▶ Supplied information
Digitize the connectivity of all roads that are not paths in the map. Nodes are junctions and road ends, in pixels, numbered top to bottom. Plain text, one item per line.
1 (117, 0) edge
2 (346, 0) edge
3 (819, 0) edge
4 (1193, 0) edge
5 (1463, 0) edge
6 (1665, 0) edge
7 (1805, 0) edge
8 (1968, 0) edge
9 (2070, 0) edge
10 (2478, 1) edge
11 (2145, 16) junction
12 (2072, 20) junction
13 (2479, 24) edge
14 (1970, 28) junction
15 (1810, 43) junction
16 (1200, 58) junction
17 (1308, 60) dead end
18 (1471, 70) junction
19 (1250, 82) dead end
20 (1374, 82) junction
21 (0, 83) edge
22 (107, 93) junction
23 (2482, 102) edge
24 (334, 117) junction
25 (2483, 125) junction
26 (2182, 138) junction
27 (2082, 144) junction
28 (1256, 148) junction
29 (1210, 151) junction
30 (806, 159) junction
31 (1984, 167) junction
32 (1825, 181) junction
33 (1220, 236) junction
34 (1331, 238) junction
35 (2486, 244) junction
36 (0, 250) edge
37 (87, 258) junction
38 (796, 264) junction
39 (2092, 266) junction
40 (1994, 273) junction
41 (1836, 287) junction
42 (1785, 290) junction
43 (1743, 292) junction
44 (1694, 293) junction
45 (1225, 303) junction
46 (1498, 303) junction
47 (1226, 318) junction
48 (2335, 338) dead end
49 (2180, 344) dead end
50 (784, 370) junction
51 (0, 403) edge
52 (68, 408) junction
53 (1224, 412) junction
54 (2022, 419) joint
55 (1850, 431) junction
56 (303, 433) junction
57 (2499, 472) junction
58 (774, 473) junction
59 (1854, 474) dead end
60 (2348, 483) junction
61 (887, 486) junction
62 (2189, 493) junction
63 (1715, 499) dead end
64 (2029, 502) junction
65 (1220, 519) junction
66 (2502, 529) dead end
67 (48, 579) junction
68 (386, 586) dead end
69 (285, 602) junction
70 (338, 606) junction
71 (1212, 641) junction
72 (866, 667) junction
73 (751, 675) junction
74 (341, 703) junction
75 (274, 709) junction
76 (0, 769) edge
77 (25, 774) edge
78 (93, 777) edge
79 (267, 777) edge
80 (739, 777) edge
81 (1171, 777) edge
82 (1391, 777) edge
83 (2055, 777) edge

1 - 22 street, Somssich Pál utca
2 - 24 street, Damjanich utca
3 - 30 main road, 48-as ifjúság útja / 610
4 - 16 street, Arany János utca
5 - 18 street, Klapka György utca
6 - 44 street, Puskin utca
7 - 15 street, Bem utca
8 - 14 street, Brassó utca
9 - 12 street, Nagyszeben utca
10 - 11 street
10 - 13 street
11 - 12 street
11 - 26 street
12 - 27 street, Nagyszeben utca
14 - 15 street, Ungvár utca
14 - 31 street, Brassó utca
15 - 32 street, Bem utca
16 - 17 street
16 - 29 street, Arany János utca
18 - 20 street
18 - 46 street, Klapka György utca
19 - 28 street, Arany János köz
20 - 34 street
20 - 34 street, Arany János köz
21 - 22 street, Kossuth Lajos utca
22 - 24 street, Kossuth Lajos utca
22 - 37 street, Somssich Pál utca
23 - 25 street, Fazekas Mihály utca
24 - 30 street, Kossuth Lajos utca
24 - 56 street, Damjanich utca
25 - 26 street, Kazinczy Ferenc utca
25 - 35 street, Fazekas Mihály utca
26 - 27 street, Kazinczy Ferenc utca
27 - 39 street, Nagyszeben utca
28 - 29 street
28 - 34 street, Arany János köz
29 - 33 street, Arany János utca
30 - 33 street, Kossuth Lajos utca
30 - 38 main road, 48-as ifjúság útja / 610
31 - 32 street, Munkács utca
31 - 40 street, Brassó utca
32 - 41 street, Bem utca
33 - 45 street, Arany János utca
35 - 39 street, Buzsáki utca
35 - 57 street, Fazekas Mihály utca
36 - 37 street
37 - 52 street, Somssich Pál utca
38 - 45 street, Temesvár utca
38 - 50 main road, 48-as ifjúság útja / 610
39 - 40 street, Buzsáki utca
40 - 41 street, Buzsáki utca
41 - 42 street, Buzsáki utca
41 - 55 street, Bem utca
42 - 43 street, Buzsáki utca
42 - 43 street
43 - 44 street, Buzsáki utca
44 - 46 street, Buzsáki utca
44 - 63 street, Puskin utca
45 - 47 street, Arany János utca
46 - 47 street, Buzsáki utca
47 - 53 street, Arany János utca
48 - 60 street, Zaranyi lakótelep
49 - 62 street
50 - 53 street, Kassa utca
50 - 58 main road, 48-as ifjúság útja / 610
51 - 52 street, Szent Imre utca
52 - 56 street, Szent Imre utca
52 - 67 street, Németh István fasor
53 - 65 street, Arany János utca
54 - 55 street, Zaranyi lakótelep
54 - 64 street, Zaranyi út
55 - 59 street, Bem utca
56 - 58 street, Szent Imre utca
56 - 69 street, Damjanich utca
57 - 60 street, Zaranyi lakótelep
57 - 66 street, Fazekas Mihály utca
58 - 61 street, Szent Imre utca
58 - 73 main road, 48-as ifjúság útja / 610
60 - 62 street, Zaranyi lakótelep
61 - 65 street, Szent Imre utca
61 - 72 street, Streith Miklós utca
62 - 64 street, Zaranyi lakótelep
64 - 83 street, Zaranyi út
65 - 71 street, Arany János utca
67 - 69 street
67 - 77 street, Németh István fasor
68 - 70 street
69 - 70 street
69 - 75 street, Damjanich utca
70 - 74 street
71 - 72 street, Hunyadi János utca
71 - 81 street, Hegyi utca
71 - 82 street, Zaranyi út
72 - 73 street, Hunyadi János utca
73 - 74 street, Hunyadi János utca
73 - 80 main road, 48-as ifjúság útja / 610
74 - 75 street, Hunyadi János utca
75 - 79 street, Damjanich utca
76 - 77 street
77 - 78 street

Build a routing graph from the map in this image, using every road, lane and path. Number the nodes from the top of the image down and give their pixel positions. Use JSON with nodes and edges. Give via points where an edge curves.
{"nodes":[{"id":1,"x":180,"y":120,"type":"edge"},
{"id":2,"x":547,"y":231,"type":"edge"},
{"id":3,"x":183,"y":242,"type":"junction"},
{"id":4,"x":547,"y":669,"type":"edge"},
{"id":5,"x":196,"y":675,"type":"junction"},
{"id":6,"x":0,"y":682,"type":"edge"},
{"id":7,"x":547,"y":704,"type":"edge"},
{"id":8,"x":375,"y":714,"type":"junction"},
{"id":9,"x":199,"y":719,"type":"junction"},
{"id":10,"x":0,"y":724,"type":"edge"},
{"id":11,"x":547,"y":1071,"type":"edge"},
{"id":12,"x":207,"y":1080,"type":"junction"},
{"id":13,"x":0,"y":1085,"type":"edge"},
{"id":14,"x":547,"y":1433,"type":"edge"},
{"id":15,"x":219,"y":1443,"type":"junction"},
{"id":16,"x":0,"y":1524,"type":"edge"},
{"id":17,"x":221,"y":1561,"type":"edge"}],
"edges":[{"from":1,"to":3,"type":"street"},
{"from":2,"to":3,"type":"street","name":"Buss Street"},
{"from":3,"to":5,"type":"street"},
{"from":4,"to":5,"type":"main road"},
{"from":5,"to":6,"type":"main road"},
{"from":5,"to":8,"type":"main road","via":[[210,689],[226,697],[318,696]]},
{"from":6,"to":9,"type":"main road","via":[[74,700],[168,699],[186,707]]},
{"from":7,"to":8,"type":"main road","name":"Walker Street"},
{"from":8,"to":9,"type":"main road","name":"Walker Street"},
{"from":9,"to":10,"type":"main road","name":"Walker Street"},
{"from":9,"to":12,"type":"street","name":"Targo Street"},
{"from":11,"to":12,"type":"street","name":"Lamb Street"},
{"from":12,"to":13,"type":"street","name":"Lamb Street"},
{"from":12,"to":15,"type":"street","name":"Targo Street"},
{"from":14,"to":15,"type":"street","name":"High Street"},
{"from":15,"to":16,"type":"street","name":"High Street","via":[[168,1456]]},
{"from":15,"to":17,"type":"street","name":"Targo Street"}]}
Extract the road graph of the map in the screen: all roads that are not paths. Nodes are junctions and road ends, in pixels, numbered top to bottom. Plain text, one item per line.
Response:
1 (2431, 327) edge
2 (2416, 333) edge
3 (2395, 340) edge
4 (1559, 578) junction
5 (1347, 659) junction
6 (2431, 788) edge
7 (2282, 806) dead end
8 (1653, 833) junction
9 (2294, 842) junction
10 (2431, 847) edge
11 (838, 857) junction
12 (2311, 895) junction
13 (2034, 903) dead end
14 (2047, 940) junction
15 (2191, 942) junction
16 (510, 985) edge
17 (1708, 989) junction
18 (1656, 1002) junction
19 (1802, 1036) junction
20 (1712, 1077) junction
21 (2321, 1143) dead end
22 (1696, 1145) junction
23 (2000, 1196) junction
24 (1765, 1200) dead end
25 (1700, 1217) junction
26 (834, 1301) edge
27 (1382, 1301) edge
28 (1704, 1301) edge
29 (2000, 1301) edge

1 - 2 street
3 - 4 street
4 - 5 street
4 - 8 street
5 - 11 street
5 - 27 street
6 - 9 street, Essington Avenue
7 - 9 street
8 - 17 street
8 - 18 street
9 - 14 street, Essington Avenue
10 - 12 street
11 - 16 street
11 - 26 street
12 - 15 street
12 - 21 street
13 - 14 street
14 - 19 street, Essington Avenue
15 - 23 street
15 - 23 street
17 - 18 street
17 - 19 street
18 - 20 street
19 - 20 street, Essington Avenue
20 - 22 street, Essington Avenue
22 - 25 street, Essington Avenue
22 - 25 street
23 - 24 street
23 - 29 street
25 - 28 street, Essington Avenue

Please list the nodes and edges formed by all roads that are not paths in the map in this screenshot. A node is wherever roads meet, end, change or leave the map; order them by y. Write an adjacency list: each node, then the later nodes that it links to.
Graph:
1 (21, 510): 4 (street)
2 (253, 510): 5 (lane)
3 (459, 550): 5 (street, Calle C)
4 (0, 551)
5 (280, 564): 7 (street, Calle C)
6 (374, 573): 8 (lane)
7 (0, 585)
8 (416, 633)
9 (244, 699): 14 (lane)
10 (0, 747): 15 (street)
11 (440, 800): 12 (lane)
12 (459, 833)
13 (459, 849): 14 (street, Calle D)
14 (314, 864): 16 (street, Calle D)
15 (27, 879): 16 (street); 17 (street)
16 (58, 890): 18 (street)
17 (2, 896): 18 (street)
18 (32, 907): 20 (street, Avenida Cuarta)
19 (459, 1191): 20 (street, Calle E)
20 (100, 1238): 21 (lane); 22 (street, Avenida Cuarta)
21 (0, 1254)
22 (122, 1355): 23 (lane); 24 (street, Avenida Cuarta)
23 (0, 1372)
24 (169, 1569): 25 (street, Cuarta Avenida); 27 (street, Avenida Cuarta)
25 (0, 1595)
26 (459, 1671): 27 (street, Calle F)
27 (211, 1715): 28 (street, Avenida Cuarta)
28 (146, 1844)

▶ Required work
Copy exactly the line containing "Please list the" and each line after it through the end of the records above.

▶ Answer area
Please list the nodes and edges formed by all roads that are not paths in the map in this screenshot. A node is wherever roads meet, end, change or leave the map; order them by y. Write an adjacency list: each node, then the later nodes that it links to.
Graph:
1 (21, 510): 4 (street)
2 (253, 510): 5 (lane)
3 (459, 550): 5 (street, Calle C)
4 (0, 551)
5 (280, 564): 7 (street, Calle C)
6 (374, 573): 8 (lane)
7 (0, 585)
8 (416, 633)
9 (244, 699): 14 (lane)
10 (0, 747): 15 (street)
11 (440, 800): 12 (lane)
12 (459, 833)
13 (459, 849): 14 (street, Calle D)
14 (314, 864): 16 (street, Calle D)
15 (27, 879): 16 (street); 17 (street)
16 (58, 890): 18 (street)
17 (2, 896): 18 (street)
18 (32, 907): 20 (street, Avenida Cuarta)
19 (459, 1191): 20 (street, Calle E)
20 (100, 1238): 21 (lane); 22 (street, Avenida Cuarta)
21 (0, 1254)
22 (122, 1355): 23 (lane); 24 (street, Avenida Cuarta)
23 (0, 1372)
24 (169, 1569): 25 (street, Cuarta Avenida); 27 (street, Avenida Cuarta)
25 (0, 1595)
26 (459, 1671): 27 (street, Calle F)
27 (211, 1715): 28 (street, Avenida Cuarta)
28 (146, 1844)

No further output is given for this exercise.